Estas transformaciones en la dinámica de los ciclos económicos tuvo una consecuencia de enorme importancia para nuestro problema: la “estructura dual” del capitalismo argentino de posguerra tendió a posibilitar mejoras en los niveles de empleo, salario, distribución del ingreso y movilidad social en las fases expansivas, al tiempo que el ciclo stop and go impedía su continuidad más allá de cortos períodos; la “estructura dual” del capitalismo argentino posterior a 1976 pone límites restrictivos a la mejora de esos indicadores (pisos altos de empleo informal, desempleo y pobreza, límites estrechos al aumento del salario real) durante las fases expansivas y tiende a crear fenómenos de empobrecimiento masivo (absoluto y relativo) de obreros y sectores populares durante las fases de crisis.

De la disciplina del mercado a la indisciplina popular

Decíamos antes que entre 1976 y 1989 se desarrolló una larga fase transicional caracterizada por intentos de avanzar en la reestructuración del capital con resultados parciales. Sin embargo, esas dos fechas señalan también la derrota en dos pasos de la clase obrera, que permitió imponer el neoliberalismo en Argentina: el genocidio producido por la dictadura militar y la hiperinflación. Si el primero aniquiló las posiciones ofensivas de la clase obrera, la segunda desorganizó sus posiciones defensivas. Pero aquí nos interesa destacar en qué medida las transformaciones enunciadas en los dos apartados anteriores jugaron un papel determinante en la salida política a la crisis hiperinflacionaria y en los límites a la estabilización política posterior.

En las condiciones del capitalismo de posguerra, la capacidad de veto de la alianza defensiva daba lugar a crisis caracterizadas por la devaluación, la recesión y un nuevo despegue. Pero en las nuevas condiciones creadas por la internacionalización productiva del capital, el bloqueo de la clase obrera a la reestructuración da lugar a la profundización de la crisis. En 1989 ello significó el fracaso de la estrategia defensiva liderada por el movimiento obrero; el bloqueo a la reestructuración equivalía a la defensa de la separación relativa del espacio nacional de valor respecto de la acción de la ley del valor a escala mundial. En la medida que lo que estaba en juego desde 1975 era la abolición de las condiciones de esa separación, el éxito en el bloqueo solo podía traducirse en un espiral de devaluación e inflación. La hiperinflación, un proceso acelerado de crisis del dinero, significó —en una sociedad cuyas relaciones se establecen por medio del intercambio— la disolución de las relaciones sociales. La contracara del fracaso estratégico y consiguiente desorganización política de la alianza defensiva fue la unidad del conjunto del capital en torno al programa neoliberal que en la misma medida que progresaba el proceso de crisis ganaba potencialidad hegemónica (Piva, 2012b; Bonnet, 2008). La articulación de esa estrategia de redefinición de la relación entre Estado y acumulación corrió por cuenta del peronismo, que encontró, también, de ese modo la salida a su propia crisis. El bloque político peronista, en descomposición desde 1975, se rearticuló como portador de un proyecto neoliberal de Estado; es más, el peronismo se transformó en un aparato de mediación política, cuya reproducción dependía de su vínculo con el Estado, que era capaz de interiorizar el conjunto de las contradicciones sociales y de funcionar como partido del orden. Poseía para ello tres condiciones: la incorporación de los sindicatos en el bloque político, un extendido aparato de control territorial y una vasta base de apoyo social fundada en la adhesión popular a la identidad peronista.

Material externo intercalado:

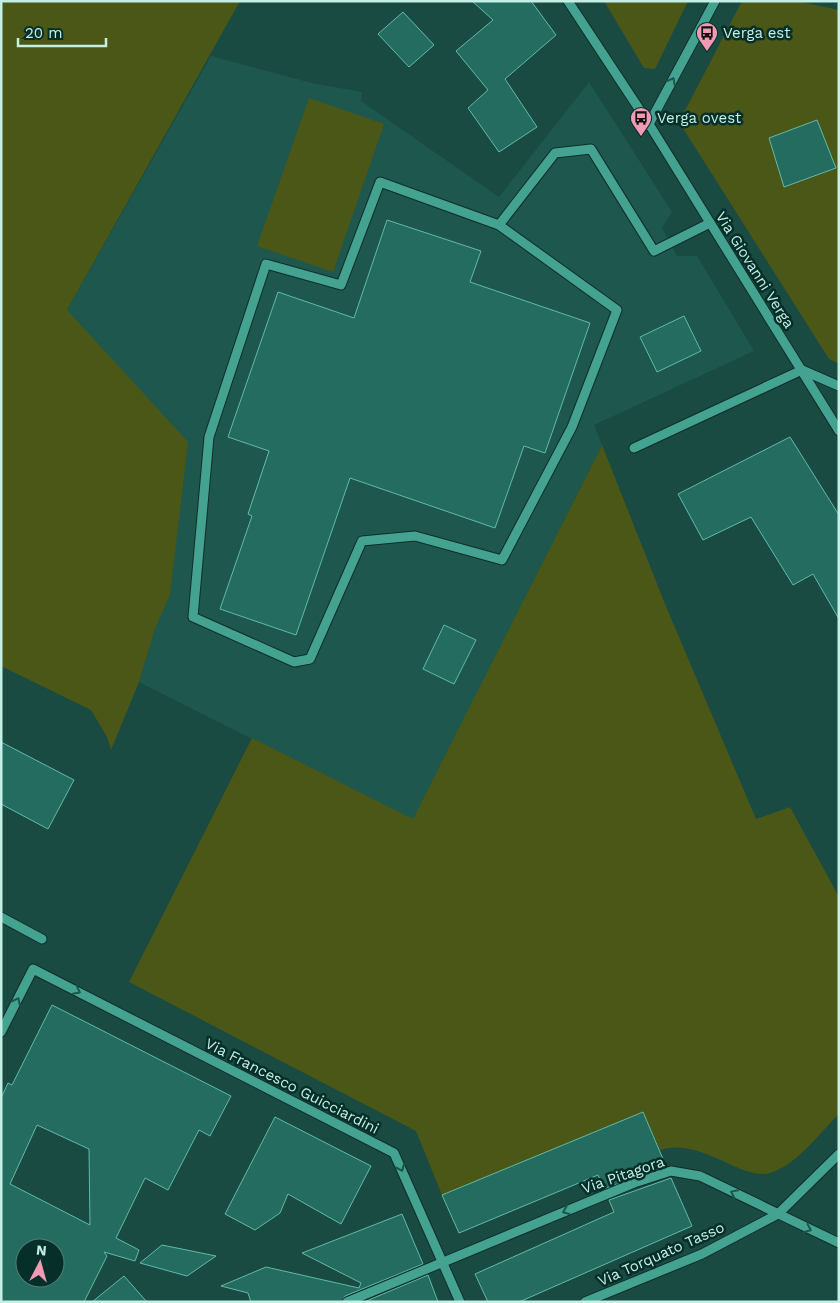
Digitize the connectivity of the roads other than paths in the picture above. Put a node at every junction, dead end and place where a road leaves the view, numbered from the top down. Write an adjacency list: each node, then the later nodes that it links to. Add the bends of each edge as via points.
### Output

Sin embargo, la confusión entre interés particular del capital e interés general de la sociedad no podía durar demasiado. El núcleo de la estrategia neoliberal era la desorganización y desmovilización obrera como condición de una ofensiva contra los salarios y las condiciones de trabajo. La dominación política neoliberal se articuló, por lo tanto, a través de un consenso negativo, construido en torno al miedo al caos hiperinflacionario y sobre la base de la fragmentación estructural de la clase obrera, producto de la heterogeneización de la industria, y del rápido crecimiento de la informalidad laboral y el desempleo, que debilitaron las capacidades estructurales para la acción colectiva de los trabajadores. La apertura comercial, el tipo de cambio fijo, la desregulación de los mercados y las privatizaciones configuraron un dispositivo de disciplinamiento, vía mercado, que transformaba la presión competitiva sobre el Estado para atraer y fijar capitales en coerción de la competencia sobre personas y empresas.

La crisis de la convertibilidad fue la crisis de ese dispositivo. El proceso de movilización social que se inició entre 1996 y 1997 (irrupción de los cortes de ruta y los movimientos de desocupados, movilización de las clases medias, creciente fractura del movimiento sindical) tendió a la generalización y nacionalización, a diferencia de las resistencias durante el primer gobierno menemista que podían ser aisladas y neutralizadas. Desde fines de 1998, cuando los desequilibrios generados durante la fase expansiva del ciclo se combinaron con el estallido de sucesivas crisis en toda la periferia, se abrió una fase depresiva que se extendería hasta fines de 2002. El eje de la crisis fue la contradicción entre las necesidades de valorización del capital, que empujaban en el marco del dispositivo neoliberal a un ajuste deflacionario, y las necesidades de legitimación, en un contexto de movilización por un conjunto de demandas políticamente improcesables. El problema de fondo, y que eclosionó en la insurrección popular de diciembre de 2001, fue el fracaso tendencial de los mecanismos de desmovilización e individualización vía mercado. Fue nuevamente el peronismo el que pudo articular una estrategia de recomposición del Estado y la acumulación, esta vez como portador de un proyecto de Estado neopopulista.

Pero la reconstitución neopopulista de la dominación política a partir de 2003 puso de manifiesto los límites que enfrentaban los procesos de incorporación política de demandas populares. A poco de andar el gobierno enfrentó las contradicciones entre los límites que imponía el modo de acumulación y la estrategia de reconstrucción del consenso. El primero se basaba en la exportación de commodities industriales y agroindustriales —sometidas a fuertes oscilaciones de precios—, una industria heterogénea y dependiente de las importaciones, con los sectores más dinámicos del capital transnacionalizados tanto en su propiedad como en sus estrategias de acumulación, un comportamiento inversor reticente y, su contracara, la fuga de capitales y la remisión de utilidades al exterior. La estrategia de reconstrucción del consenso se basaba en la satisfacción gradual, selectiva, y en la resignificación de las demandas formuladas en el proceso de movilización de 2001 y 2002. Su núcleo era la integración de sindicatos y movimientos sociales en mecanismos rutinizados de negociación colectiva y su participación en el aparato estatal.